Records for the exercise START

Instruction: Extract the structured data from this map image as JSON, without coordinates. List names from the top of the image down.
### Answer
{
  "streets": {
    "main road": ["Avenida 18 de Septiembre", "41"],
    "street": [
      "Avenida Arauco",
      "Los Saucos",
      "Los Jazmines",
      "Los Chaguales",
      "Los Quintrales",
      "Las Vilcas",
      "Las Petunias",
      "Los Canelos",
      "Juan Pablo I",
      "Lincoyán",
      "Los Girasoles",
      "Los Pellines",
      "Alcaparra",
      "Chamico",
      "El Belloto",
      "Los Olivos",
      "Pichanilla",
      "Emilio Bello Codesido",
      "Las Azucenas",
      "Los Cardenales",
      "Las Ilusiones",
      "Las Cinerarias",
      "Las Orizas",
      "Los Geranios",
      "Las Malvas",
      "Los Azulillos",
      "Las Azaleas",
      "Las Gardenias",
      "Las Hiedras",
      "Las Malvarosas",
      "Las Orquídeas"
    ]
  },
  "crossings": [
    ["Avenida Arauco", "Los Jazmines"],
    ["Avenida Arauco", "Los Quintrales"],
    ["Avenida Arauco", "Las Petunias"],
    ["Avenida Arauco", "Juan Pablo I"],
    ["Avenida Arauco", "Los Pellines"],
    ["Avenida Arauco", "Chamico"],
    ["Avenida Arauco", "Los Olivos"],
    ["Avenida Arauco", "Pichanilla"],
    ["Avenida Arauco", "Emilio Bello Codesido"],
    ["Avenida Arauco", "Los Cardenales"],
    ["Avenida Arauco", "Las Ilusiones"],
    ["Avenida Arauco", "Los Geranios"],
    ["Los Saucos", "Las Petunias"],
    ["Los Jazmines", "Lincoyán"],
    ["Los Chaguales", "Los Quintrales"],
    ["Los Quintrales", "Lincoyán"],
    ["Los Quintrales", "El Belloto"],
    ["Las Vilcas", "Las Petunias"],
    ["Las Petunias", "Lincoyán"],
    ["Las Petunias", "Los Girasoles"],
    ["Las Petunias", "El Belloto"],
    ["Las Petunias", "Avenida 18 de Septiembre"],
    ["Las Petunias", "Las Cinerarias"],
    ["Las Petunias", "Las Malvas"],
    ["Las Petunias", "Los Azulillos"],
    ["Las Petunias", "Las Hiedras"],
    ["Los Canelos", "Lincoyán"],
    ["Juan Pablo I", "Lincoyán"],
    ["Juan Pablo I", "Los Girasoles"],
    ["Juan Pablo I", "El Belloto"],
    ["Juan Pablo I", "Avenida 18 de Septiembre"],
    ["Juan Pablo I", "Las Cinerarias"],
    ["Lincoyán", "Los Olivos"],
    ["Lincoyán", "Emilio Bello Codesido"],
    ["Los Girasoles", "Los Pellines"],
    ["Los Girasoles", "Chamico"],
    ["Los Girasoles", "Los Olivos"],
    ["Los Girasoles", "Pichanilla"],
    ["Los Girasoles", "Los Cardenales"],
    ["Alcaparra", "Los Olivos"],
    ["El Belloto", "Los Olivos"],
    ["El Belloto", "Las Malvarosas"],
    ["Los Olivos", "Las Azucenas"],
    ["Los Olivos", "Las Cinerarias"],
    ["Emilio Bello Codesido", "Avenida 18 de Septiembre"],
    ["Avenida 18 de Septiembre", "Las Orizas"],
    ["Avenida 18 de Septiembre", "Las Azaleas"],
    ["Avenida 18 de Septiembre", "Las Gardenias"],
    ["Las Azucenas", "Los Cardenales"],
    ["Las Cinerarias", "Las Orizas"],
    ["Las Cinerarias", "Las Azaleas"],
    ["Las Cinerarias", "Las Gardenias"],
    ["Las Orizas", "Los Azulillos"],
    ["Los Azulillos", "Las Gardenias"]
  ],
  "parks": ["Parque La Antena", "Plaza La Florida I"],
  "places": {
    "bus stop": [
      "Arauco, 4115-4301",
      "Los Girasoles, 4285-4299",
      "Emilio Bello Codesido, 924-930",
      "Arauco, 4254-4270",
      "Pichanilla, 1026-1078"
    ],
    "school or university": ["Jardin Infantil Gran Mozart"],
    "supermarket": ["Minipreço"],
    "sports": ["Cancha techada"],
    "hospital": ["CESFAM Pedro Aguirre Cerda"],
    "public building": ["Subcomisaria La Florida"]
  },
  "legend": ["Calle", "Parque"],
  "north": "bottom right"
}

Records for the exercise END

## Task statement
With nothing omitted, set down all of the records again.

## Response to the exercise
Instruction: Extract the structured data from this map image as JSON, without coordinates. List names from the top of the image down.
### Answer
{
  "streets": {
    "main road": ["Avenida 18 de Septiembre", "41"],
    "street": [
      "Avenida Arauco",
      "Los Saucos",
      "Los Jazmines",
      "Los Chaguales",
      "Los Quintrales",
      "Las Vilcas",
      "Las Petunias",
      "Los Canelos",
      "Juan Pablo I",
      "Lincoyán",
      "Los Girasoles",
      "Los Pellines",
      "Alcaparra",
      "Chamico",
      "El Belloto",
      "Los Olivos",
      "Pichanilla",
      "Emilio Bello Codesido",
      "Las Azucenas",
      "Los Cardenales",
      "Las Ilusiones",
      "Las Cinerarias",
      "Las Orizas",
      "Los Geranios",
      "Las Malvas",
      "Los Azulillos",
      "Las Azaleas",
      "Las Gardenias",
      "Las Hiedras",
      "Las Malvarosas",
      "Las Orquídeas"
    ]
  },
  "crossings": [
    ["Avenida Arauco", "Los Jazmines"],
    ["Avenida Arauco", "Los Quintrales"],
    ["Avenida Arauco", "Las Petunias"],
    ["Avenida Arauco", "Juan Pablo I"],
    ["Avenida Arauco", "Los Pellines"],
    ["Avenida Arauco", "Chamico"],
    ["Avenida Arauco", "Los Olivos"],
    ["Avenida Arauco", "Pichanilla"],
    ["Avenida Arauco", "Emilio Bello Codesido"],
    ["Avenida Arauco", "Los Cardenales"],
    ["Avenida Arauco", "Las Ilusiones"],
    ["Avenida Arauco", "Los Geranios"],
    ["Los Saucos", "Las Petunias"],
    ["Los Jazmines", "Lincoyán"],
    ["Los Chaguales", "Los Quintrales"],
    ["Los Quintrales", "Lincoyán"],
    ["Los Quintrales", "El Belloto"],
    ["Las Vilcas", "Las Petunias"],
    ["Las Petunias", "Lincoyán"],
    ["Las Petunias", "Los Girasoles"],
    ["Las Petunias", "El Belloto"],
    ["Las Petunias", "Avenida 18 de Septiembre"],
    ["Las Petunias", "Las Cinerarias"],
    ["Las Petunias", "Las Malvas"],
    ["Las Petunias", "Los Azulillos"],
    ["Las Petunias", "Las Hiedras"],
    ["Los Canelos", "Lincoyán"],
    ["Juan Pablo I", "Lincoyán"],
    ["Juan Pablo I", "Los Girasoles"],
    ["Juan Pablo I", "El Belloto"],
    ["Juan Pablo I", "Avenida 18 de Septiembre"],
    ["Juan Pablo I", "Las Cinerarias"],
    ["Lincoyán", "Los Olivos"],
    ["Lincoyán", "Emilio Bello Codesido"],
    ["Los Girasoles", "Los Pellines"],
    ["Los Girasoles", "Chamico"],
    ["Los Girasoles", "Los Olivos"],
    ["Los Girasoles", "Pichanilla"],
    ["Los Girasoles", "Los Cardenales"],
    ["Alcaparra", "Los Olivos"],
    ["El Belloto", "Los Olivos"],
    ["El Belloto", "Las Malvarosas"],
    ["Los Olivos", "Las Azucenas"],
    ["Los Olivos", "Las Cinerarias"],
    ["Emilio Bello Codesido", "Avenida 18 de Septiembre"],
    ["Avenida 18 de Septiembre", "Las Orizas"],
    ["Avenida 18 de Septiembre", "Las Azaleas"],
    ["Avenida 18 de Septiembre", "Las Gardenias"],
    ["Las Azucenas", "Los Cardenales"],
    ["Las Cinerarias", "Las Orizas"],
    ["Las Cinerarias", "Las Azaleas"],
    ["Las Cinerarias", "Las Gardenias"],
    ["Las Orizas", "Los Azulillos"],
    ["Los Azulillos", "Las Gardenias"]
  ],
  "parks": ["Parque La Antena", "Plaza La Florida I"],
  "places": {
    "bus stop": [
      "Arauco, 4115-4301",
      "Los Girasoles, 4285-4299",
      "Emilio Bello Codesido, 924-930",
      "Arauco, 4254-4270",
      "Pichanilla, 1026-1078"
    ],
    "school or university": ["Jardin Infantil Gran Mozart"],
    "supermarket": ["Minipreço"],
    "sports": ["Cancha techada"],
    "hospital": ["CESFAM Pedro Aguirre Cerda"],
    "public building": ["Subcomisaria La Florida"]
  },
  "legend": ["Calle", "Parque"],
  "north": "bottom right"
}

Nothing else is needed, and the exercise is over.